The vagina is the most commonly studied site of bacteria in the female reproductive organ, as it is connected to the uterus through the cervix and is exposed to the skin. Microbiome research in pregnancy, however, has advanced slowly due to ethical concerns and difficulties in accessing samples. Aagaard et al. found that the vaginal microbiome changes during pregnancy based on gestational age and that Lactobacillus species play a role in preventing pathogenic bacterial growth7. More specifically, pregnancy leads to decreased diversity, increased proportion of Lactobacillus, and higher stability in the vaginal microbiome8,9. Some vaginal bacteria have been linked to preterm birth via intrauterine inflammation or infection10,11,12,13,14, yet there are no clinical guidelines for testing or monitoring these microbiota. Other sites that had been evaluated for microbiome in pregnancy are maternal15, oral cavity16, placenta5, amniotic fluid17,18, and neonatal gut19; but previous studies were fragmentary and more systematic research is needed.

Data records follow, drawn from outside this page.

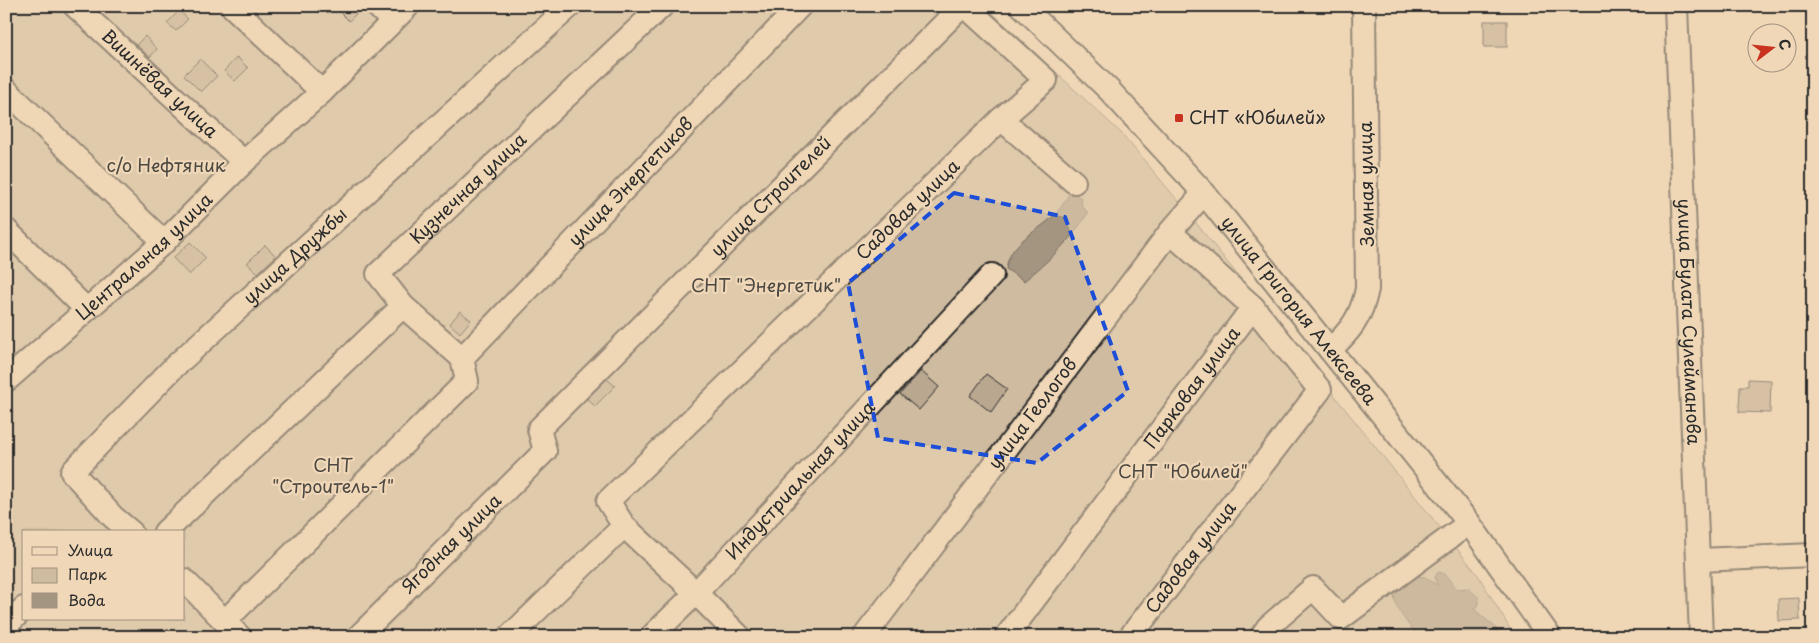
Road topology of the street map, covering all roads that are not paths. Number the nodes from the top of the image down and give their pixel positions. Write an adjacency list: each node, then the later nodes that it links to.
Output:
1 (75, 6): 14 (street, Вишнёвая улица)
2 (232, 6): 12 (street)
3 (570, 6): 29 (street, улица Дружбы)
4 (662, 6): 21 (street, Кузнечная улица)
5 (800, 6): 25 (street, улица Энергетиков)
6 (963, 6): 13 (street, Садовая улица); 27 (street, улица Строителей)
7 (1364, 6): 24 (street, Земная улица)
8 (1676, 6): 34 (street, улица Булата Сулейманова)
9 (1025, 7): 16 (street, улица Григория Алексеева)
10 (392, 11): 12 (street, Центральная улица)
11 (6, 90): 19 (street)
12 (322, 92): 14 (street, Центральная улица)
13 (1001, 119): 15 (street); 30 (street, Садовая улица)
14 (244, 162): 19 (street, Центральная улица)
15 (1074, 182)
16 (1204, 193): 18 (street, улица Геологов); 24 (street, улица Григория Алексеева)
17 (6, 230): 23 (street)
18 (1170, 232): 22 (street, Садовая улица); 45 (street, улица Геологов)
19 (164, 242): 23 (street, Центральная улица)
20 (992, 275): 36 (street, Индустриальная улица)
21 (402, 306): 25 (street, Кузнечная улица); 32 (street)
22 (1253, 307): 46 (street, Парковая улица); 47 (street, Садовая улица)
23 (86, 309): 26 (street, Центральная улица)
24 (1330, 350): 28 (street, улица Григория Алексеева)
25 (462, 358): 39 (street)
26 (7, 378)
27 (545, 451): 41 (street, Ягодная улица)
28 (1469, 523): 40 (street, улица Григория Алексеева); 48 (street)
29 (106, 524): 31 (street, улица Дружбы)
30 (624, 526): 36 (street); 42 (street)
31 (125, 530)
32 (167, 530)
33 (1813, 555): 34 (street)
34 (1700, 560): 49 (street, улица Булата Сулейманова)
35 (185, 581): 39 (street)
36 (696, 593): 43 (street); 44 (street)
37 (22, 610): 38 (street)
38 (6, 626)
39 (233, 629)
40 (1546, 635)
41 (358, 637)
42 (509, 637)
43 (651, 637)
44 (740, 637)
45 (864, 637)
46 (1006, 637)
47 (1130, 637)
48 (1261, 637)
49 (1701, 637)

In this study, we have comprehensively characterized the microbiome in vaginal discharge (VD) and amniotic fluid (AF) from pregnant women and in umbilical cord blood (CB), gastric liquid (GL), and meconium (M) from their neonates. The goal was to determine the relationships between these samples and various obstetric conditions.

Results

Description of the study populations and clinical characteristics

A total of 141 low-risk pregnant women were enrolled sequentially and 178 neonates were born from the study population with 37 cases being twin pregnancies. All women were of Asian ethnicity (Korean), and the median age was 34 (interquartile range 31–37) years (Table 1). The proportion of nulliparity was slightly over half of the population (67%), and the median values of height, weight, and body mass index (BMI) were 162 cm, 70 kg, and 27 kg/m2, respectively. About 30% were conceived by assisted reproductive technology (ART), including intrauterine insemination (IUI) and in vitro fertilization with embryo transfer (IVF-ET). As mentioned above, twin pregnancy was approximately one-fourth of the total population, and among them, 19% were monochorionic. The median gestational age at delivery was 37.7 weeks (interquartile range 36.9–38.6), and preterm birth before 37 weeks of gestation was 26.2% (37/141). The rate of cesarean section was 55% (77/141). Seven neonates had congenital structural anomalies (atrioventricular septal defect, absence of corpus callosum in the brain, achondroplasia, cleft lip, polydactyly, and syndactyly), which did not directly affect the neonatal survival. The frequencies of other obstetric complications or underlying maternal diseases are described in Table 1.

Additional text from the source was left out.